Found existing installation: torch 2.5.1+cu121
Uninstalling torch-2.5.1+cu121:
  Successfully uninstalled torch-2.5.1+cu121
Found existing installation: torchvision 0.20.1+cu121
Uninstalling torchvision-0.20.1+cu121:
  Successfully uninstalled torchvision-0.20.1+cu121
Found existing installation: torchaudio 2.5.1+cu121
Uninstalling torchaudio-2.5.1+cu121:
  Successfully uninstalled torchaudio-2.5.1+cu121
Found existing installation: transformers 4.53.2
Uninstalling transformers-4.53.2:
  Successfully uninstalled transformers-4.53.2
Found existing installation: accelerate 1.9.0
Uninstalling accelerate-1.9.0:
  Successfully uninstalled accelerate-1.9.0
Found existing installation: bitsandbytes 0.46.1
Uninstalling bitsandbytes-0.46.1:
  Successfully uninstalled bitsandbytes-0.46.1
Found existing installation: trl 0.8.6
Uninstalling trl-0.8.6:
  Successfully uninstalled trl-0.8.6
Found existing installation: peft 0.16.0
Uninstalling peft-0.16.

# Part 2: Google drive mount, and unit test passage-question clean jsonl file upload

In [2]:
import os
from google.colab import drive, files

# --- Configuration ---
# Define the base path where your data will be stored in Google Drive
DATA_PATH = "/content/drive/MyDrive/fpdata/geetha_vahini"
UNIT_TEST_FILE_NAME = "unit_test_passage_questions_clean.jsonl"
UNIT_TEST_FILE_PATH = os.path.join(DATA_PATH, UNIT_TEST_FILE_NAME)

# --- Mount Google Drive ---
# Check if Google Drive is already mounted
if not os.path.exists('/content/drive/MyDrive'):
    print("Google Drive not detected as mounted. Attempting to mount...")
    try:
        drive.mount('/content/drive')
        print("Google Drive mounted successfully!")
    except Exception as e:
        print(f"Error mounting Google Drive: {e}")
        print("Please ensure you are running this in a Google Colab environment and authorize Drive access.")
        exit() # Exit if Drive cannot be mounted
else:
    print("Google Drive already mounted. Skipping mounting step.")
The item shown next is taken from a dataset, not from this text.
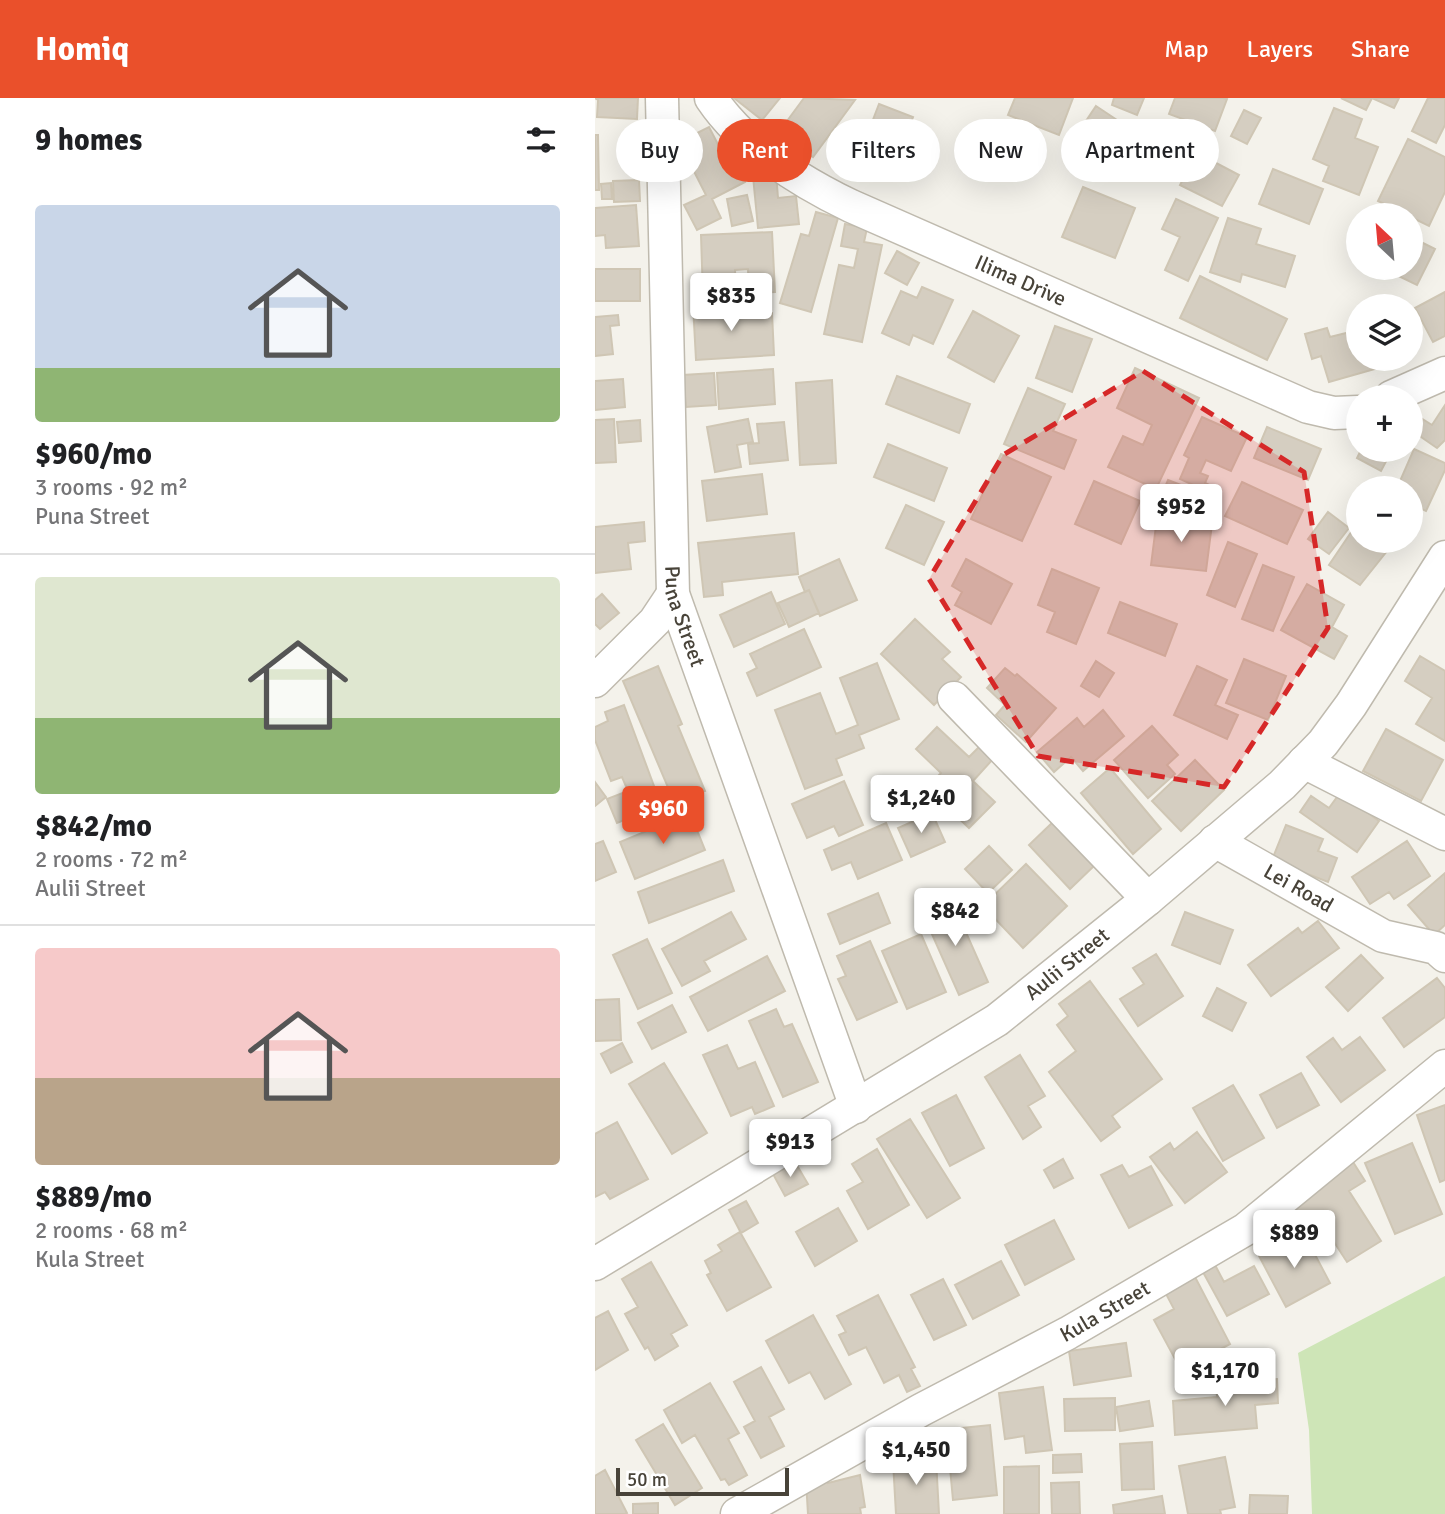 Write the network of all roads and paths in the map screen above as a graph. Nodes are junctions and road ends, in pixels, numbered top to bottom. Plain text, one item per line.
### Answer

# Ensure the target directory exists in Google Drive
os.makedirs(DATA_PATH, exist_ok=True)
print(f"Ensured directory exists: {DATA_PATH}")

# --- Upload Unit Test File ---
print(f"\nNow, please upload your '{UNIT_TEST_FILE_NAME}' file.")
print(f"It will be saved to: {UNIT_TEST_FILE_PATH}")

uploaded = files.upload()

if UNIT_TEST_FILE_NAME in uploaded:
    # Save the uploaded file to the specified Google Drive path
    with open(UNIT_TEST_FILE_PATH, 'wb') as f:
        f.write(uploaded[UNIT_TEST_FILE_NAME])
    print(f"'{UNIT_TEST_FILE_NAME}' uploaded and saved to {UNIT_TEST_FILE_PATH}")

    # Verify file existence after upload
    if os.path.exists(UNIT_TEST_FILE_PATH):
        print(f"Verification: '{UNIT_TEST_FILE_NAME}' found at {UNIT_TEST_FILE_PATH}")
    else:
        print(f"Verification WARNING: '{UNIT_TEST_FILE_NAME}' NOT found at {UNIT_TEST_FILE_PATH} after upload.")
        print("There might be a sync issue. Please check your Google Drive manually.")
else:
    print(f"Error: '{UNIT_TEST_FILE_NAME}' was not found in the uploaded files.")
    print("Please ensure you selected the correct file during upload.")
    exit() # Exit if the file wasn't uploaded correctly

print("\nGoogle Drive setup and file upload complete. Proceed to the next section for inference.")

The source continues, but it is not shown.